As the financial crisis unfolded, AIG’s fundamental flaws were finally exposed. On the same week Lehman Brothers collapsed, desperate executives went to the Treasury and the Federal Reserve looking for a loan. Dozens of Fed officials were dispatched to AIG headquarters on Pine Street in lower Manhattan. Within days, they were convinced that without a substantial cash infusion, AIG would be forced to file for bankruptcy, threatening the solvency of a number of big banks in Europe and the United States.

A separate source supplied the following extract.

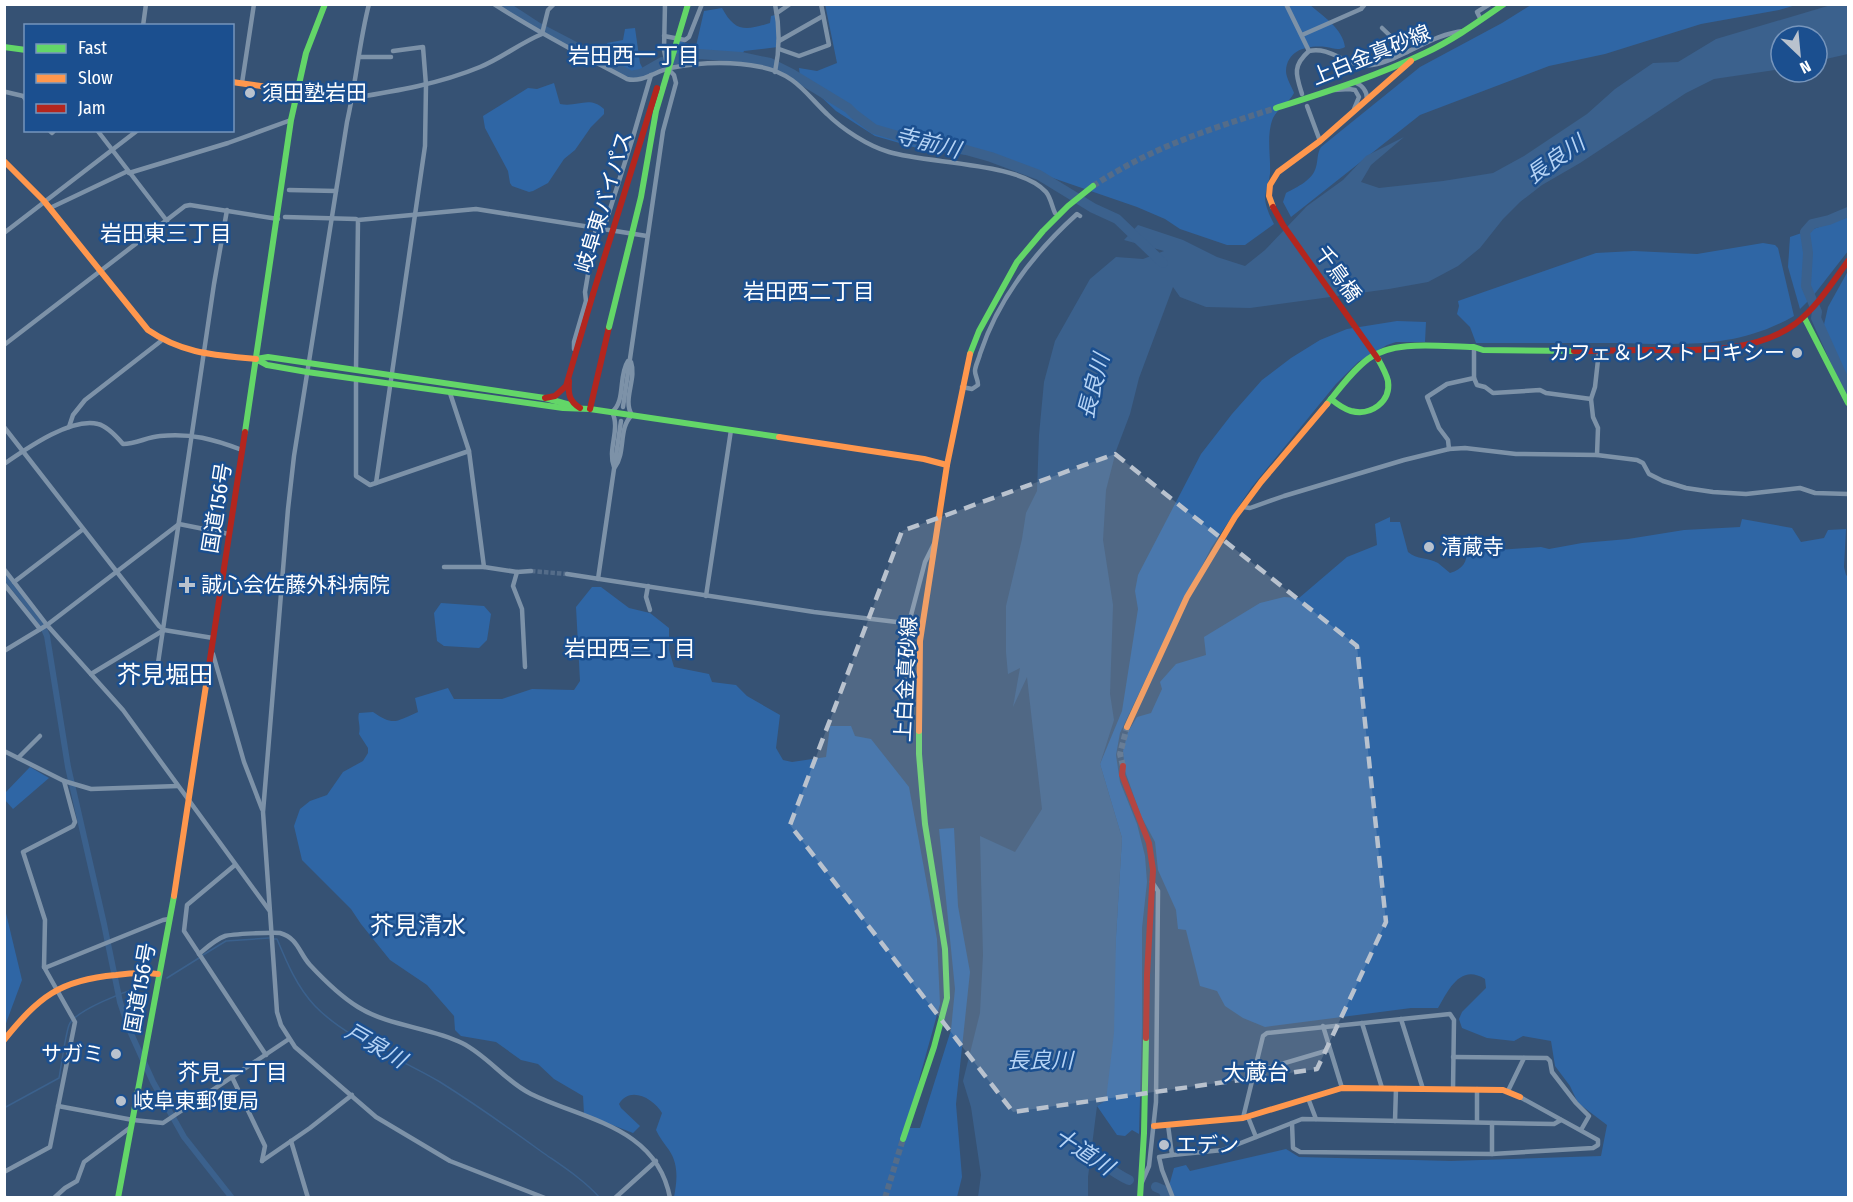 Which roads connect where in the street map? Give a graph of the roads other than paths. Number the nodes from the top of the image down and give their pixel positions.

To avoid such a meltdown, the Fed agreed under its emergency authority to act as a lender of last resort, lending AIG an initial $85 billion. The terms were to be the same as AIG’s investment bankers had offered the previous week, without success, to private lenders — a 14 percent interest rate and ownership of 80 percent of the company. With lawyers sitting in the next room ready to file a bankruptcy petition, AIG directors reluctantly agreed to the terms.

via The Washington Post

This story has been around for a while, but it’s worth reminding ourselves that this did not have to be. Had we played our cards right, people like Greenberg would either have jumped out of windows or would be dealing with having their mansions foreclosed even as we speak. (Well, we’re not speaking, but you know what I mean.) There were those among us, myself included, who did not buy into the “too big to fail” talk. There were other ways, besides bailouts, to deal with the fallout from the collapse of Wall Street. A bit of creativity would have done the trick. A side benefit: had we let Wall Street collapse, we would more than likely have faced up to the reality of the Depression that is still with us. Since the people like Greenberg that own the government are doing well, thanks to that massive handout, we have, as a nation, simply pretended that the destruction visited on ordinary people didn’t happen, and isn’t continuing. It is, unfortunately, an article of faith on much of the left and the right (always beware of bi-partisan agreement) that we simply had no choice but to rescue the criminals and con men that control our financial system. I’ll always be proud of my Congressman, Joe Courtney, for voting against the bailout. Had his side (and my side) prevailed, Hank Greenberg might not have the money to pay his expensive legal talent to pull off this final heist.